There are verses and hymns in Persian ascribed to Lal Shahbaz Qalandar. The key image of his poetry is the dance of death, the convulsions of a person hanged on the gallows (dar) who is a martyr of Divine love. This image is borrowed from the Sindhi folk poetry of the genre halla¯jiya, which came into being under the influence of Mansur Hallaj’s visit to Sindh in the year 905. The dervishes, nowadays performing ritual dances, or dhammal, in the Sehwan dargah, by the convulsive jerks of their bodies and typical quick movements of their feet, as if they are hardly touching the ground, reproduce both the writhing of the hanged and the gait of those walking on fire.

In general, a visit to Sehwan makes a most powerful impression on a foreigner: inside the dargah reigns a particularly tense, even hysterical, atmosphere, which is added to by saturated with the suffocating odour of bha¯ñg (Indian hemp). The tomb itself, built in 1357 by Firoz Shah Tughluq, is of little interest as far as its archi-tecture is concerned. Apart from that it is difficult to have a close look at it, hidden as it is behind compact rows of stalls and annexes. It was continually in the process of being completed and today it represents a tangled labyrinth of inner courtyards, passages and galleries. One can reach the central courtyard, where the dhammal dance is performed, only through the ‘new’ southern gate, built by Zulfiqar ‘Ali Bhutto. However, going back through it is for some reason not possible. One has to make a fairly long detour, cross the main courtyard and a connected series of small courtyards and pass through large gilded doors, donated by the last Shah of Iran.

The ‘old’ eastern entrance, adorned with dark blue and white tiles and two flanking minarets, leads to the tomb proper. Inside the tomb lamps are placed on high consoles, from which burning hot oil falls in drops into special vessels. The pilgrims, taking the risk of being scalded, dip their fingers in it and smear it on their forehead and lips. The origin of this ritual is connected with the fact that in his lifetime the saint, consumed by the flame of divine love, literally used to drink boiling sesame oil and pour it on his chest. Under the canopy of the cenotaph a big stone is suspended, which seems to be quite heavy and which the saint used to carry on his chest during his lifetime.6 Going round the mazar, the faithful reverentially touch this stone with their hand.

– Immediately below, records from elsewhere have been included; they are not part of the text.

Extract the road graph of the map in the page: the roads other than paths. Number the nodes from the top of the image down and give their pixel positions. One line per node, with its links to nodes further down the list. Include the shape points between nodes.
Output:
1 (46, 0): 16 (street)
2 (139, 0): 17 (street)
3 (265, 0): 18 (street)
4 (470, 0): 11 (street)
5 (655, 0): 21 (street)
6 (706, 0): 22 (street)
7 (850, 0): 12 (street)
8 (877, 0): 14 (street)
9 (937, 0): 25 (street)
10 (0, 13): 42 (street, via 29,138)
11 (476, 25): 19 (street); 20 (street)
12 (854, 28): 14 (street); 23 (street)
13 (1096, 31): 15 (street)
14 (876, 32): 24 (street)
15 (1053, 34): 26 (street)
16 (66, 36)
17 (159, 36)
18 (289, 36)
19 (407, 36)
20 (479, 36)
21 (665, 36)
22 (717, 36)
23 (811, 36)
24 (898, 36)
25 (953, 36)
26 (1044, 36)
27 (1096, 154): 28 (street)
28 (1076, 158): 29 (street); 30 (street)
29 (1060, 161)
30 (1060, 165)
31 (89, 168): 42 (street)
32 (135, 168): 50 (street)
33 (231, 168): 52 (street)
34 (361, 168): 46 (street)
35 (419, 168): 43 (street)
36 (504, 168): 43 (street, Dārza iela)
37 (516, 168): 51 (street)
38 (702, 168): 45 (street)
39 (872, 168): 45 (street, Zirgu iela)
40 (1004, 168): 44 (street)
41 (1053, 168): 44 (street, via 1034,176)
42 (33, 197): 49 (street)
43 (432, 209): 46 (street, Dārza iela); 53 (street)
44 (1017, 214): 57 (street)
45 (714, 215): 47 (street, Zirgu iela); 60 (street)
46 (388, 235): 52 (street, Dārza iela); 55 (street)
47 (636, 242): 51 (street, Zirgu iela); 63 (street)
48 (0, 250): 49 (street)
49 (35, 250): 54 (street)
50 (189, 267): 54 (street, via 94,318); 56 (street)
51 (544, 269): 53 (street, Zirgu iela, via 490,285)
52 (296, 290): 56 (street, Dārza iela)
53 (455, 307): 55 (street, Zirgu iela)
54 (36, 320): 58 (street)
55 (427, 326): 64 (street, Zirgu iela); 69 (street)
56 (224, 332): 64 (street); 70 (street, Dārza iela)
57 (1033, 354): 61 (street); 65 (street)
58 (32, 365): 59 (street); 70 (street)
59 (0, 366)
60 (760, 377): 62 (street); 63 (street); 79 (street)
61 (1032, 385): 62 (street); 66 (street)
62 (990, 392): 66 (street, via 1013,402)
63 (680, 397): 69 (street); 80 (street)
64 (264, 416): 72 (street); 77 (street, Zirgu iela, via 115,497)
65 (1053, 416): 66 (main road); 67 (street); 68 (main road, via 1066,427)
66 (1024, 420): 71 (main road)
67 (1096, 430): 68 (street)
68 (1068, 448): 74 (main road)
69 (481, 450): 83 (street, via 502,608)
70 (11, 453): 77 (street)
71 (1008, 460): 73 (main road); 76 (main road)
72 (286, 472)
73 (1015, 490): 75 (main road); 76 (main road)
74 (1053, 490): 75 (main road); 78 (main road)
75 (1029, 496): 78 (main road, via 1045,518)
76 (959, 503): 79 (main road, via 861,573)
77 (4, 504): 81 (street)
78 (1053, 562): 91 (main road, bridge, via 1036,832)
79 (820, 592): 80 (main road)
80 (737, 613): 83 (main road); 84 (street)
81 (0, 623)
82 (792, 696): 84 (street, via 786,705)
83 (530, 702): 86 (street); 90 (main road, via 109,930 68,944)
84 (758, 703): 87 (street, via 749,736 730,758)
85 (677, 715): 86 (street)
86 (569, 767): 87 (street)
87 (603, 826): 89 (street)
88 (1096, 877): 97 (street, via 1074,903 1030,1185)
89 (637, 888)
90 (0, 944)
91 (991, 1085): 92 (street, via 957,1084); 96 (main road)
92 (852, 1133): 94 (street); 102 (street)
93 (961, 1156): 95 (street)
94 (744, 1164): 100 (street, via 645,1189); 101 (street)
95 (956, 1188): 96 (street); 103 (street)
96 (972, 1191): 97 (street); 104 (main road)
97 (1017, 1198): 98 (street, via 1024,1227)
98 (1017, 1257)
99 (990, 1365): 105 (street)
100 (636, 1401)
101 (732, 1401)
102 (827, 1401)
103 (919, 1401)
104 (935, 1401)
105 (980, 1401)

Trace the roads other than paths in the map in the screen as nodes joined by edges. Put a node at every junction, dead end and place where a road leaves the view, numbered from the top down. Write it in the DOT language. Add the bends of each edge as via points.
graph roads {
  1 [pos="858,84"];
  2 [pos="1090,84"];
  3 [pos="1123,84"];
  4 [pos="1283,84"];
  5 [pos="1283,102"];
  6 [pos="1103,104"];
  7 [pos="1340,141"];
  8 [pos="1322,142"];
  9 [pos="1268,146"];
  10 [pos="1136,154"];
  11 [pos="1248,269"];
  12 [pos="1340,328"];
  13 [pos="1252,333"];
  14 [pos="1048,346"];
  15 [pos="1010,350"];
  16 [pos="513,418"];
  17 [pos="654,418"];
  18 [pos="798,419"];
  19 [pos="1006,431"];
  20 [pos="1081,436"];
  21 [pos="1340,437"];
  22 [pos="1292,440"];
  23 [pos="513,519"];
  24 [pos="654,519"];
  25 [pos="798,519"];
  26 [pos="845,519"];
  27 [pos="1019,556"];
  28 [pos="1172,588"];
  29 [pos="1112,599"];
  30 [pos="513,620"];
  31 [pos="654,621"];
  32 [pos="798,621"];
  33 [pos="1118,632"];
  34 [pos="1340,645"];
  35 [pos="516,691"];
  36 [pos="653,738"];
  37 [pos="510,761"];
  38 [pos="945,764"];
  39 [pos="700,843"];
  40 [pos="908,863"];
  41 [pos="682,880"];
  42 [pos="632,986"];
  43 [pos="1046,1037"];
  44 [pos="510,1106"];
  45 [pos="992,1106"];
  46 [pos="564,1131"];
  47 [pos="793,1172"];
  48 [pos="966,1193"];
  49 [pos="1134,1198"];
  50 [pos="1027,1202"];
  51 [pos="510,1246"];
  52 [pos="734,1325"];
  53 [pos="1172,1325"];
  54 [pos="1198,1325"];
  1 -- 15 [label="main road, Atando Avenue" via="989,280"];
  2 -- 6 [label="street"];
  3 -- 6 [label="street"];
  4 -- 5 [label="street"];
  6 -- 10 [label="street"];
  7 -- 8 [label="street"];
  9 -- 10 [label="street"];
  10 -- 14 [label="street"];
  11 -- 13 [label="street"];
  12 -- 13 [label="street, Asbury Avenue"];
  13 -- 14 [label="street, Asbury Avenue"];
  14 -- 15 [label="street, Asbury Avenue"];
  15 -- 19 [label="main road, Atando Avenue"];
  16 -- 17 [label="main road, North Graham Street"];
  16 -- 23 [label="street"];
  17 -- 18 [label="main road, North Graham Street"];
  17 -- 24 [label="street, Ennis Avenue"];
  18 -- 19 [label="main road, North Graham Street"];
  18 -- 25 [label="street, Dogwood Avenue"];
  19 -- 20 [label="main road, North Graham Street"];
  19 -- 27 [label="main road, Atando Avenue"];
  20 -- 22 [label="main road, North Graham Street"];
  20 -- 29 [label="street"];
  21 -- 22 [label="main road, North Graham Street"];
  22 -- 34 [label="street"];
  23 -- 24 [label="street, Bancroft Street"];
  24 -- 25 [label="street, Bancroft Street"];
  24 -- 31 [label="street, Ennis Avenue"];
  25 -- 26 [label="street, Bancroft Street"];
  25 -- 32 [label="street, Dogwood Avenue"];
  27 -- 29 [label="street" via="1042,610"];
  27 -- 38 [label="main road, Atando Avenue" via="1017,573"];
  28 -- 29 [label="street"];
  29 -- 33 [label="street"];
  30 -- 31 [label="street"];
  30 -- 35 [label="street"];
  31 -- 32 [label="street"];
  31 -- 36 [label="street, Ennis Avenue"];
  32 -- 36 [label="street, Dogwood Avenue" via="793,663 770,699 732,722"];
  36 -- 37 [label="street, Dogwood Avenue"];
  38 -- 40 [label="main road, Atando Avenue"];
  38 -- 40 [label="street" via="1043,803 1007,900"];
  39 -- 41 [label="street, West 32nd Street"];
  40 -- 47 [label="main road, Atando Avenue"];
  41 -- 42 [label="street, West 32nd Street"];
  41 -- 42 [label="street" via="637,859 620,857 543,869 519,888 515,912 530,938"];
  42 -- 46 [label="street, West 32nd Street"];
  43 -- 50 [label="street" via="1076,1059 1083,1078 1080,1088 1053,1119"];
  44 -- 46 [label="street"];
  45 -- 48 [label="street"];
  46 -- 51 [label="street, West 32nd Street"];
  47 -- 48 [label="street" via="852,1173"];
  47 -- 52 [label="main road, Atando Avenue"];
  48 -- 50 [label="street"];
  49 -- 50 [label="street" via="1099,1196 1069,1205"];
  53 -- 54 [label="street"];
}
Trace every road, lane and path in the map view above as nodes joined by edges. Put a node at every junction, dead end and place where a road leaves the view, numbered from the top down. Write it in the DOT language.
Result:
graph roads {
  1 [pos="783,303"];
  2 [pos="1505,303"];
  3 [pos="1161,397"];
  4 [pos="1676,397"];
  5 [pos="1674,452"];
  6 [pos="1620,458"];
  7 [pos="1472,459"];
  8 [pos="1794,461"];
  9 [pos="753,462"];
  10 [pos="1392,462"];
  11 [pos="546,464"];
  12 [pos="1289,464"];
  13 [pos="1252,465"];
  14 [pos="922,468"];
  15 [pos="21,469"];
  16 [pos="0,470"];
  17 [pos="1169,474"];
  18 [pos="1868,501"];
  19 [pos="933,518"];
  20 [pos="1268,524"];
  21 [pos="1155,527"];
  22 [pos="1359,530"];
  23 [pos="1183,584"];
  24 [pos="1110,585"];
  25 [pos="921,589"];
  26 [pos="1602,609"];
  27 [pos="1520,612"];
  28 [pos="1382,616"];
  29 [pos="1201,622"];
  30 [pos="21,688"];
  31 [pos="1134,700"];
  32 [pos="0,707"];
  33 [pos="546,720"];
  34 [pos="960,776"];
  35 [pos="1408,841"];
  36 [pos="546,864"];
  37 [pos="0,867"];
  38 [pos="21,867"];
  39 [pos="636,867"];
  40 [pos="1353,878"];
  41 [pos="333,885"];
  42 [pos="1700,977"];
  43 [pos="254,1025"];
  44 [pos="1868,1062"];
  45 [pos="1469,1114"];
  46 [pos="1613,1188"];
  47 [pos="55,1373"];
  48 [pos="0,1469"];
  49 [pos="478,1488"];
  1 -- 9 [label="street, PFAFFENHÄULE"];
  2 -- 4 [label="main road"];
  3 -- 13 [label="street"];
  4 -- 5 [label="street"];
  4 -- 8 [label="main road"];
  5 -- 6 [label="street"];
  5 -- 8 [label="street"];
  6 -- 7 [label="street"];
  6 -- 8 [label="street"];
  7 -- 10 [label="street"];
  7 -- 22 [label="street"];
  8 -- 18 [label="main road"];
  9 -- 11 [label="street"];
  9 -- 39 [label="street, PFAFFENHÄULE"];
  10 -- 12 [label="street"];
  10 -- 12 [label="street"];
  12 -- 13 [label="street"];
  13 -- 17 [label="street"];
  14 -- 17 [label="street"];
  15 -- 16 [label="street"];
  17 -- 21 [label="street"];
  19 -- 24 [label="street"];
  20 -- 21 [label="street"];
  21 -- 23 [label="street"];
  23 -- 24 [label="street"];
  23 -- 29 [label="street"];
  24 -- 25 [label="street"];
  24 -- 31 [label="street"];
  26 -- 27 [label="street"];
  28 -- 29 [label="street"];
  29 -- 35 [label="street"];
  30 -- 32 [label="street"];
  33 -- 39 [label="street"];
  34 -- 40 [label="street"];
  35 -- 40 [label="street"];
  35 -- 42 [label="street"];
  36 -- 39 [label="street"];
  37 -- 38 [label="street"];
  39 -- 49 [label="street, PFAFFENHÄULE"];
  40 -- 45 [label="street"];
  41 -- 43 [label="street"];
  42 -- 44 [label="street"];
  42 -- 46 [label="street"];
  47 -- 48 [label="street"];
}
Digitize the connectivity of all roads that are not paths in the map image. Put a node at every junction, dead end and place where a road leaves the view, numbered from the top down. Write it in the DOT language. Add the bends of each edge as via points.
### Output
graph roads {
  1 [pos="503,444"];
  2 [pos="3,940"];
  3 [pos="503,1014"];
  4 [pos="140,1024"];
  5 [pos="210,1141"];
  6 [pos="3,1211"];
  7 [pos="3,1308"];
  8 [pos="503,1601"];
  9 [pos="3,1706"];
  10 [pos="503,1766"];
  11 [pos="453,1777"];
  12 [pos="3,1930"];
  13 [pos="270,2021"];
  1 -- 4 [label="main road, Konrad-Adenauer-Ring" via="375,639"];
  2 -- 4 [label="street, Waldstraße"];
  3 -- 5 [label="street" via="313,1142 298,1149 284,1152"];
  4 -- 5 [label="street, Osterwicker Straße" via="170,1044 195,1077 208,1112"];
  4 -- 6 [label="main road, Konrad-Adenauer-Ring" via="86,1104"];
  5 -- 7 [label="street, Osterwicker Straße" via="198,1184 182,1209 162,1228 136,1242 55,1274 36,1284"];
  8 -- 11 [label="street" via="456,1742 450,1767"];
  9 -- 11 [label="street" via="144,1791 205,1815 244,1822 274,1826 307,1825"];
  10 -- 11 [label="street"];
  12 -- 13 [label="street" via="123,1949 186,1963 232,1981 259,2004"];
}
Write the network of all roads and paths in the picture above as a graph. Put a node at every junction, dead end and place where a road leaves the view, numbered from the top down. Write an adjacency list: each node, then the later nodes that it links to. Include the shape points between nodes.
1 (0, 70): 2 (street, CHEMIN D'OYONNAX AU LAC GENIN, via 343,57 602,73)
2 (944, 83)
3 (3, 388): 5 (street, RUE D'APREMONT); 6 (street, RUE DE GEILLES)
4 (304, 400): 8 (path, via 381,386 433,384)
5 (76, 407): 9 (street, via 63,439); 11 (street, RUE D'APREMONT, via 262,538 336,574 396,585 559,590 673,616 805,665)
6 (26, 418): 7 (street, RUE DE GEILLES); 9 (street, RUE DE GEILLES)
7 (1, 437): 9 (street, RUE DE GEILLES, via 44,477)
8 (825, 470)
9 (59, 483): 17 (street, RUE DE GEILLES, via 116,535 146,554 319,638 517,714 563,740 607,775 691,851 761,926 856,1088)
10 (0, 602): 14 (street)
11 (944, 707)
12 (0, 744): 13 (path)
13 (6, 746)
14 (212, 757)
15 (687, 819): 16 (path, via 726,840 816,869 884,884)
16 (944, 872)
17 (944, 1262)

At six thirty in the evening the thunder of the big drums heralds the commencement of the daily dhammal. On weekdays the dervishes and pilgrims dance for only half an hour, apart from on Thursdays when they dance for a whole hour. Men and women sit down on different sides of the courtyard; for the time being they interchange remarks, but in only a few minutes they will be in the grip of wild excitement, turning into a somnambulistic trance. At first the dervishes come to the centre of the courtyard. From time to time they jump high, bending their legs in the air at the knees, while performing lezginka (a lively Caucasian folk dance). They touch down not flat on the whole foot, but on their toes, and then till the next jump they jig at a fast tempo, as if performing a toe dance, with the only difference being that they are barefoot.

The heads and hands of the dancers twitch abruptly in time with the quickening roll of the drums; faces are distorted with the grimace of ecstasy. Gradually the pilgrims sitting around join the dancing dervishes. Men get up and clumsily jump, mark time and go into a spin; often amongst them hı¯j¸as (transvestites) are to be seen who move with affectedly dainty steps. Women, on their knees, rotate their heads in a state of frenzy, and their long, loose, flowing hair cuts the air with a whistling sound. Some of them fall into a deep trance and sit slumped on the ground in a catatonic stupor.

Everywhere one can see crooked hands and legs, mouths wide open, eyes coming out of their sockets, like a living visual aid for a psychiatrist learning his trade. However, with the stroke of the gong this entire frightening dance of death abruptly comes to an end. First to leave are the dervishes, the instigators, and then the pilgrims also collect their belongings, disperse and go home. The woman who was just now rolling on the ground, having gone mad in ecstasy, tucks her hair under her black chaddar in a business-like manner, wraps herself up in a shawl, takes her child in her arms and goes home with modest dignity.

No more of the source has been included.